═════ Provided material
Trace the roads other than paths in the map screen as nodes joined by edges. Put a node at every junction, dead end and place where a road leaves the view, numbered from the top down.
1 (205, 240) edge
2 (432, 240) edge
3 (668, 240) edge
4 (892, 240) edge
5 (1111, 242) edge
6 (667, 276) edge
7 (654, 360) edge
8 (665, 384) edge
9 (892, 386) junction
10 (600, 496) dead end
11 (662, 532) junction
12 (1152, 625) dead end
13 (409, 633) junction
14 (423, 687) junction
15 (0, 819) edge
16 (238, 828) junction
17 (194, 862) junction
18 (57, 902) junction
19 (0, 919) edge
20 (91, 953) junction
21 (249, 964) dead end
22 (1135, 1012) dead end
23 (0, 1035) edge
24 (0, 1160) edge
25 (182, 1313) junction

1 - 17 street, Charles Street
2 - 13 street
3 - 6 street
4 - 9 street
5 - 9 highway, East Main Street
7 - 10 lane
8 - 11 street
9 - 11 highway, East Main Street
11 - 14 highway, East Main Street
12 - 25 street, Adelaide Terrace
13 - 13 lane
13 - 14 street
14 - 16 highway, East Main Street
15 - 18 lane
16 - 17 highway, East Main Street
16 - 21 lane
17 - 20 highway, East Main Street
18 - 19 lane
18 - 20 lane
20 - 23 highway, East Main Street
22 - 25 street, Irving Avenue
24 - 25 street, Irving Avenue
══════════
Transcribe each record above exactly. Skip none.

**Task answer**
Trace the roads other than paths in the map screen as nodes joined by edges. Put a node at every junction, dead end and place where a road leaves the view, numbered from the top down.
1 (205, 240) edge
2 (432, 240) edge
3 (668, 240) edge
4 (892, 240) edge
5 (1111, 242) edge
6 (667, 276) edge
7 (654, 360) edge
8 (665, 384) edge
9 (892, 386) junction
10 (600, 496) dead end
11 (662, 532) junction
12 (1152, 625) dead end
13 (409, 633) junction
14 (423, 687) junction
15 (0, 819) edge
16 (238, 828) junction
17 (194, 862) junction
18 (57, 902) junction
19 (0, 919) edge
20 (91, 953) junction
21 (249, 964) dead end
22 (1135, 1012) dead end
23 (0, 1035) edge
24 (0, 1160) edge
25 (182, 1313) junction

1 - 17 street, Charles Street
2 - 13 street
3 - 6 street
4 - 9 street
5 - 9 highway, East Main Street
7 - 10 lane
8 - 11 street
9 - 11 highway, East Main Street
11 - 14 highway, East Main Street
12 - 25 street, Adelaide Terrace
13 - 13 lane
13 - 14 street
14 - 16 highway, East Main Street
15 - 18 lane
16 - 17 highway, East Main Street
16 - 21 lane
17 - 20 highway, East Main Street
18 - 19 lane
18 - 20 lane
20 - 23 highway, East Main Street
22 - 25 street, Irving Avenue
24 - 25 street, Irving Avenue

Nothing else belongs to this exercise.